◆ **REQUIRED WORK**:
Leave the pictures out and transcribe every record exactly.

[RECORDS PROVIDED]

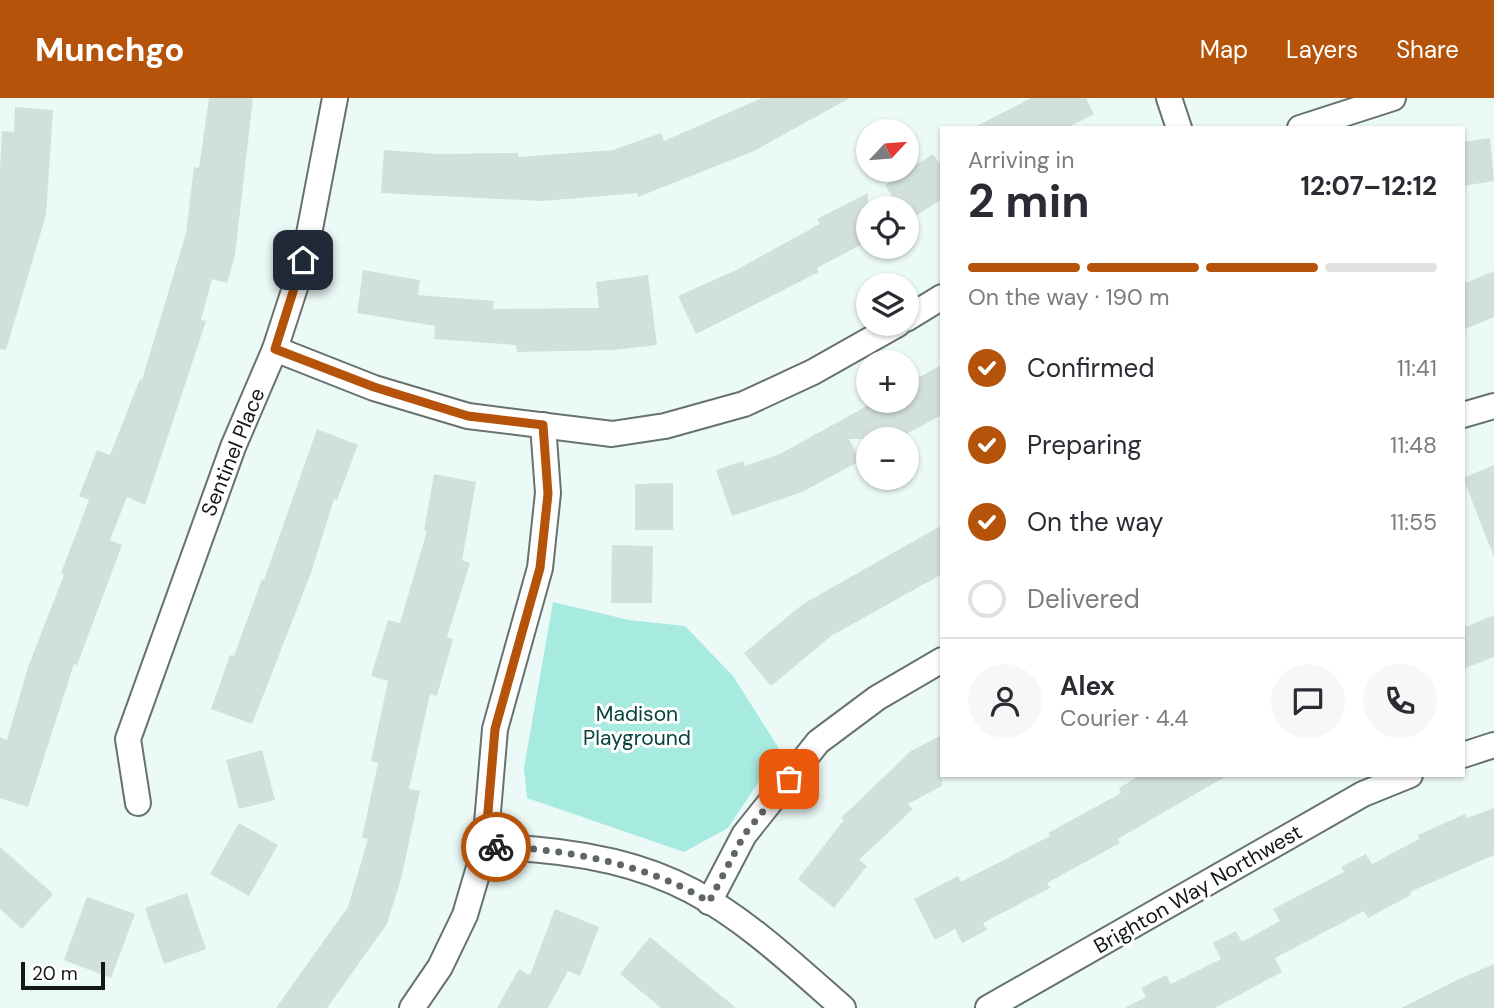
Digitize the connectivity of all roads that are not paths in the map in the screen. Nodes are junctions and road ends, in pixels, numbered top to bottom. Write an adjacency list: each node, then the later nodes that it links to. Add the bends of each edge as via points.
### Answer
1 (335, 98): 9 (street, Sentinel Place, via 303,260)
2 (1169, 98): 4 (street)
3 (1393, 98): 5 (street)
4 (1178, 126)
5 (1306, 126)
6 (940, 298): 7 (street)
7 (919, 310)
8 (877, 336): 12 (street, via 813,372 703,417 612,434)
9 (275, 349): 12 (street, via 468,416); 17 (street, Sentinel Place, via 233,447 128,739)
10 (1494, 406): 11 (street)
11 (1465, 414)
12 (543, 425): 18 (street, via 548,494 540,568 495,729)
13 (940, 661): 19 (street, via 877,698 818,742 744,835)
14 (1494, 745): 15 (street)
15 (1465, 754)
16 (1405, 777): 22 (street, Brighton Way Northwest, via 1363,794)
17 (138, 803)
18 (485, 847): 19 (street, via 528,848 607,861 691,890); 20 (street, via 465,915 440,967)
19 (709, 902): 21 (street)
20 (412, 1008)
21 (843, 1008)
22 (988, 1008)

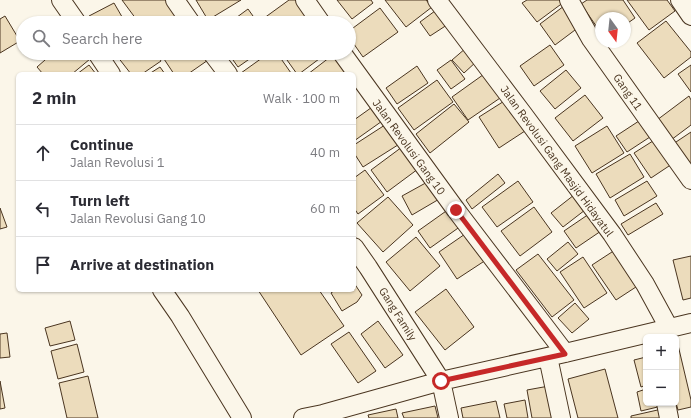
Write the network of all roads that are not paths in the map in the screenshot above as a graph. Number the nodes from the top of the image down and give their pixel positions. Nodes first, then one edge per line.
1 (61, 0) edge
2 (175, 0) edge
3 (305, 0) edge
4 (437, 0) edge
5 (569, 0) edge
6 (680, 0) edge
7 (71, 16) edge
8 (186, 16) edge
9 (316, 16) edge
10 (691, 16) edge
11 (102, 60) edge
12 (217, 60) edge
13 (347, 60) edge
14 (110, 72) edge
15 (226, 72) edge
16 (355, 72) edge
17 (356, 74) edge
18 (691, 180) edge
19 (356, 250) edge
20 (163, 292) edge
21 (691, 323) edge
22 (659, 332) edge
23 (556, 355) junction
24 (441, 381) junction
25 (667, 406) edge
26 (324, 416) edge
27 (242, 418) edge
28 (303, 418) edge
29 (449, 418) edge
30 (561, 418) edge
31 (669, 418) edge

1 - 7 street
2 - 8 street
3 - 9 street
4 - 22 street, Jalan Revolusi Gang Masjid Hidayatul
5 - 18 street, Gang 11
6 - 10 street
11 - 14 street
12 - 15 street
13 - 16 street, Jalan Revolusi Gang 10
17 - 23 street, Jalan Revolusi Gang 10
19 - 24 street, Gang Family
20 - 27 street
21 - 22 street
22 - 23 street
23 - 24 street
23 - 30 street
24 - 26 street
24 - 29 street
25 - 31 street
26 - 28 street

[/RECORDS PROVIDED]

◆ **ANSWER SECTION**:
Digitize the connectivity of all roads that are not paths in the map in the screen. Nodes are junctions and road ends, in pixels, numbered top to bottom. Write an adjacency list: each node, then the later nodes that it links to. Add the bends of each edge as via points.
### Answer
1 (335, 98): 9 (street, Sentinel Place, via 303,260)
2 (1169, 98): 4 (street)
3 (1393, 98): 5 (street)
4 (1178, 126)
5 (1306, 126)
6 (940, 298): 7 (street)
7 (919, 310)
8 (877, 336): 12 (street, via 813,372 703,417 612,434)
9 (275, 349): 12 (street, via 468,416); 17 (street, Sentinel Place, via 233,447 128,739)
10 (1494, 406): 11 (street)
11 (1465, 414)
12 (543, 425): 18 (street, via 548,494 540,568 495,729)
13 (940, 661): 19 (street, via 877,698 818,742 744,835)
14 (1494, 745): 15 (street)
15 (1465, 754)
16 (1405, 777): 22 (street, Brighton Way Northwest, via 1363,794)
17 (138, 803)
18 (485, 847): 19 (street, via 528,848 607,861 691,890); 20 (street, via 465,915 440,967)
19 (709, 902): 21 (street)
20 (412, 1008)
21 (843, 1008)
22 (988, 1008)

Write the network of all roads that are not paths in the map in the screenshot above as a graph. Number the nodes from the top of the image down and give their pixel positions. Nodes first, then one edge per line.
1 (61, 0) edge
2 (175, 0) edge
3 (305, 0) edge
4 (437, 0) edge
5 (569, 0) edge
6 (680, 0) edge
7 (71, 16) edge
8 (186, 16) edge
9 (316, 16) edge
10 (691, 16) edge
11 (102, 60) edge
12 (217, 60) edge
13 (347, 60) edge
14 (110, 72) edge
15 (226, 72) edge
16 (355, 72) edge
17 (356, 74) edge
18 (691, 180) edge
19 (356, 250) edge
20 (163, 292) edge
21 (691, 323) edge
22 (659, 332) edge
23 (556, 355) junction
24 (441, 381) junction
25 (667, 406) edge
26 (324, 416) edge
27 (242, 418) edge
28 (303, 418) edge
29 (449, 418) edge
30 (561, 418) edge
31 (669, 418) edge

1 - 7 street
2 - 8 street
3 - 9 street
4 - 22 street, Jalan Revolusi Gang Masjid Hidayatul
5 - 18 street, Gang 11
6 - 10 street
11 - 14 street
12 - 15 street
13 - 16 street, Jalan Revolusi Gang 10
17 - 23 street, Jalan Revolusi Gang 10
19 - 24 street, Gang Family
20 - 27 street
21 - 22 street
22 - 23 street
23 - 24 street
23 - 30 street
24 - 26 street
24 - 29 street
25 - 31 street
26 - 28 street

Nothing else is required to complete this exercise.